• [Task to complete] From the data below, set down exactly the lines between the one holding "auto makeFont = [&](const" and the one holding "xs[i] += extra;", inclusive, and no others.

[Stored data entries]
————
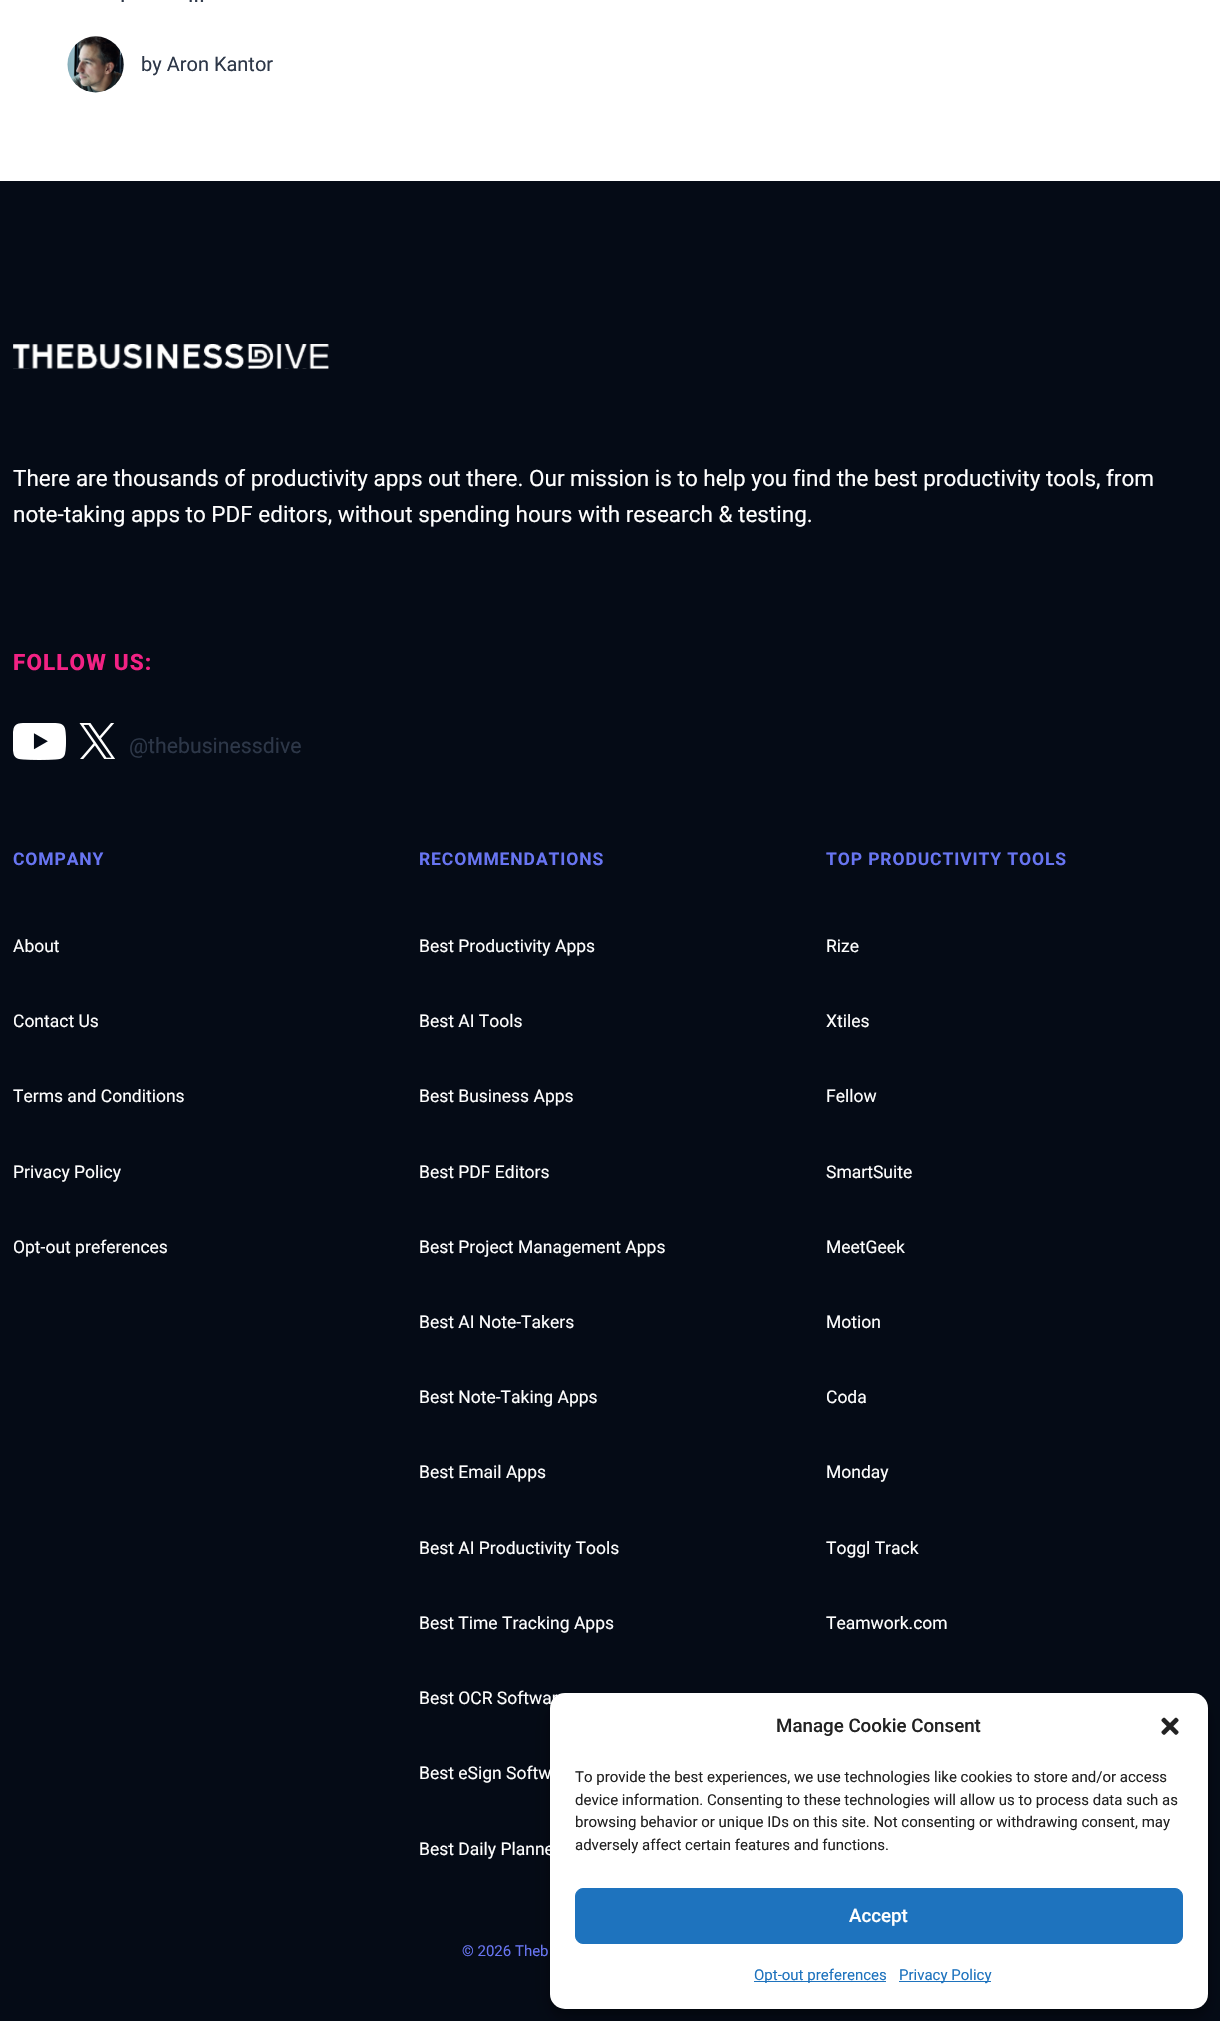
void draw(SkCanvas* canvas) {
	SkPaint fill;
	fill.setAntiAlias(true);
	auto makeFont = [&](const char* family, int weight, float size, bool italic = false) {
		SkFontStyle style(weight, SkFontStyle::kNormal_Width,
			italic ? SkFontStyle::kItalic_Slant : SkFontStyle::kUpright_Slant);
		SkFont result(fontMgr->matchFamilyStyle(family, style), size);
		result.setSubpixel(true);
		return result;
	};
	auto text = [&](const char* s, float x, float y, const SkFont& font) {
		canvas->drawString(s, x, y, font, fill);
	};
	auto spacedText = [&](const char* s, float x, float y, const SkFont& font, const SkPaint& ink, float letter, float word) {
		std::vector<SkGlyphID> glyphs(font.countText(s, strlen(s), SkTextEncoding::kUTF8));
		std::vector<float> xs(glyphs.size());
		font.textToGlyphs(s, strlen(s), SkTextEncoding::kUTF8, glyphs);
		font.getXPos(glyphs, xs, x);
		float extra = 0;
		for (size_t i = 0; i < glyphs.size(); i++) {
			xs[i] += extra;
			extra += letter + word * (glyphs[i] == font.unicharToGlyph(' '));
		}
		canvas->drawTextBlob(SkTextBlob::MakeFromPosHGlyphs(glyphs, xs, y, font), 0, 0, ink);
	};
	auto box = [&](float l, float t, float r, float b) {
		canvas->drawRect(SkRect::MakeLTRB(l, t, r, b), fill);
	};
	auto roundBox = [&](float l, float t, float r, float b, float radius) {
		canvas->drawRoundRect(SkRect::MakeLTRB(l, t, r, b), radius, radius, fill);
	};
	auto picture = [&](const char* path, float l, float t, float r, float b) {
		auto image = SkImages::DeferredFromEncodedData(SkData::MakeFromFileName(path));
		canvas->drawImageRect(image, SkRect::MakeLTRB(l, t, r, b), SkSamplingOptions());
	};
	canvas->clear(0xFFFFFFFF);
	picture("image0.png", 67, 36, 124, 93);
	fill.setColor(0xFF050B16);
	box(0, 181, 1220, 2021);
	picture("image1.png", 13, 344, 329, 369);
	picture("image2.png", 13, 723, 66, 760);
	picture("image3.png", 79, 723, 115, 759);
	fill.setColor(0x3B000000);
	fill.setMaskFilter(SkMaskFilter::MakeBlur(kNormal_SkBlurStyle, 4));
	canvas->drawRoundRect(SkRect::MakeLTRB(550, 1700, 1208, 2016), 15, 15, fill);
	fill.setMaskFilter(nullptr);
	fill.setColor(0x30000000);
	fill.setMaskFilter(SkMaskFilter::MakeBlur(kNormal_SkBlurStyle, 12.5f));
	canvas->drawRoundRect(SkRect::MakeLTRB(550, 1705, 1208, 2021), 15, 15, fill);
	fill.setMaskFilter(nullptr);
	fill.setColor(0xFFFFFFFF);
	roundBox(550, 1693, 1208, 2009, 15);
	picture("image4.png", 1161, 1717, 1179, 1735);
	fill.setColor(0xFF1E73BE);
	canvas->drawRoundRect(SkRect::MakeLTRB(575.5f, 1888.5f, 1182.5f, 1943.5f), 7.5f, 7.5f, fill);
	fill.setStyle(SkPaint::kStroke_Style);
	fill.setStrokeWidth(1);
	canvas->drawRoundRect(SkRect::MakeLTRB(575.5f, 1888.5f, 1182.5f, 1943.5f), 7.5f, 7.5f, fill);
	fill.setStyle(SkPaint::kFill_Style);
	box(754, 1981, 886, 1982);
	box(899, 1981, 991, 1982);
	auto font1 = makeFont("Roboto", 400, 21.25f);
	fill.setColor(0xFF2D3748);
	text(".", 120, 2, font1);
	text("...", 188, 2, font1);
	auto font2 = makeFont("Roboto", 400, 20);
	text("by Aron Kantor", 141, 71, font2);
	auto font3 = makeFont("Roboto", 400, 22.5f);
	fill.setColor(0xFFFFFFFF);
	text("There are thousands of productivity apps out there. Our mission is to help you find the best productivity tools, from", 13, 486, font3);
	text("note-taking apps to PDF editors, without spending hours with research & testing.", 13, 522, font3);
	auto font4 = makeFont("Roboto", 800, 22.5f);
	fill.setColor(0xFFF32284);
	spacedText("FOLLOW US:", 13, 670, font4, fill, 1.1f, 0);
	fill.setColor(0xFF2D3748);
	text("@thebusinessdive", 129, 753, font1);
	auto font5 = makeFont("Roboto", 700, 17.5f);
	fill.setColor(0xFF6875F2);
	spacedText("COMPANY", 13, 865, font5, fill, 0.9f, 0);
	auto font6 = makeFont("Roboto", 400, 17.5f);
	fill.setColor(0xFFFFFFFF);
	text("About", 13, 952, font6);
	text("Contact Us", 13, 1027, font6);
	text("Terms and Conditions", 13, 1102, font6);
	text("Privacy Policy", 13, 1178, font6);
	text("Opt-out preferences", 13, 1253, font6);
	fill.setColor(0xFF6875F2);
	spacedText("RECOMMENDATIONS", 419, 865, font5, fill, 0.9f, 0);
	fill.setColor(0xFFFFFFFF);
	text("Best Productivity Apps", 419, 952, font6);
	text("Best AI Tools", 419, 1027, font6);
	text("Best Business Apps", 419, 1102, font6);
	text("Best PDF Editors", 419, 1178, font6);
	text("Best Project Management Apps", 419, 1253, font6);
	text("Best AI Note-Takers", 419, 1328, font6);
	text("Best Note-Taking Apps", 419, 1403, font6);
	text("Best Email Apps", 419, 1478, font6);
	text("Best AI Productivity Tools", 419, 1554, font6);
	text("Best Time Tracking Apps", 419, 1629, font6);
	text("Best OCR Softwar", 419, 1704, font6);
	text("Best eSign Softw", 419, 1779, font6);
	text("Best Daily Planne", 419, 1855, font6);
	fill.setColor(0xFF6875F2);
	spacedText("TOP PRODUCTIVITY TOOLS", 826, 865, font5, fill, 0.9f, 0);
	fill.setColor(0xFFFFFFFF);
	text("Rize", 826, 952, font6);
	text("Xtiles", 826, 1027, font6);
	text("Fellow", 826, 1102, font6);
	text("SmartSuite", 826, 1178, font6);
	text("MeetGeek", 826, 1253, font6);
	text("Motion", 826, 1328, font6);
	text("Coda", 826, 1403, font6);
	text("Monday", 826, 1478, font6);
	text("Toggl Track", 826, 1554, font6);
	text("Teamwork.com", 826, 1629, font6);
	auto font7 = makeFont("Roboto", 400, 15);
	fill.setColor(0xFF6875F2);
	text("© 2026 Theb", 462, 1956, font7);
	auto font8 = makeFont("Roboto", 500, 18.75f);
	fill.setColor(0xFF222222);
	text("Manage Cookie Consent", 776, 1732, font8);
	text("To provide the best experiences, we use technologies like cookies to store and/or access", 575, 1782, font7);
	text("device information. Consenting to these technologies will allow us to process data such as", 575, 1805, font7);
	text("browsing behavior or unique IDs on this site. Not consenting or withdrawing consent, may", 575, 1827, font7);
	text("adversely affect certain features and functions.", 575, 1850, font7);
	fill.setColor(0xFFFFFFFF);
	text("Accept", 849, 1922, font8);
	fill.setColor(0xFF1E73BE);
	text("Opt-out preferences", 754, 1980, font7);
	text("Privacy Policy", 899, 1980, font7);
}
————
• [Result of this task]
	auto makeFont = [&](const char* family, int weight, float size, bool italic = false) {
		SkFontStyle style(weight, SkFontStyle::kNormal_Width,
			italic ? SkFontStyle::kItalic_Slant : SkFontStyle::kUpright_Slant);
		SkFont result(fontMgr->matchFamilyStyle(family, style), size);
		result.setSubpixel(true);
		return result;
	};
	auto text = [&](const char* s, float x, float y, const SkFont& font) {
		canvas->drawString(s, x, y, font, fill);
	};
	auto spacedText = [&](const char* s, float x, float y, const SkFont& font, const SkPaint& ink, float letter, float word) {
		std::vector<SkGlyphID> glyphs(font.countText(s, strlen(s), SkTextEncoding::kUTF8));
		std::vector<float> xs(glyphs.size());
		font.textToGlyphs(s, strlen(s), SkTextEncoding::kUTF8, glyphs);
		font.getXPos(glyphs, xs, x);
		float extra = 0;
		for (size_t i = 0; i < glyphs.size(); i++) {
			xs[i] += extra;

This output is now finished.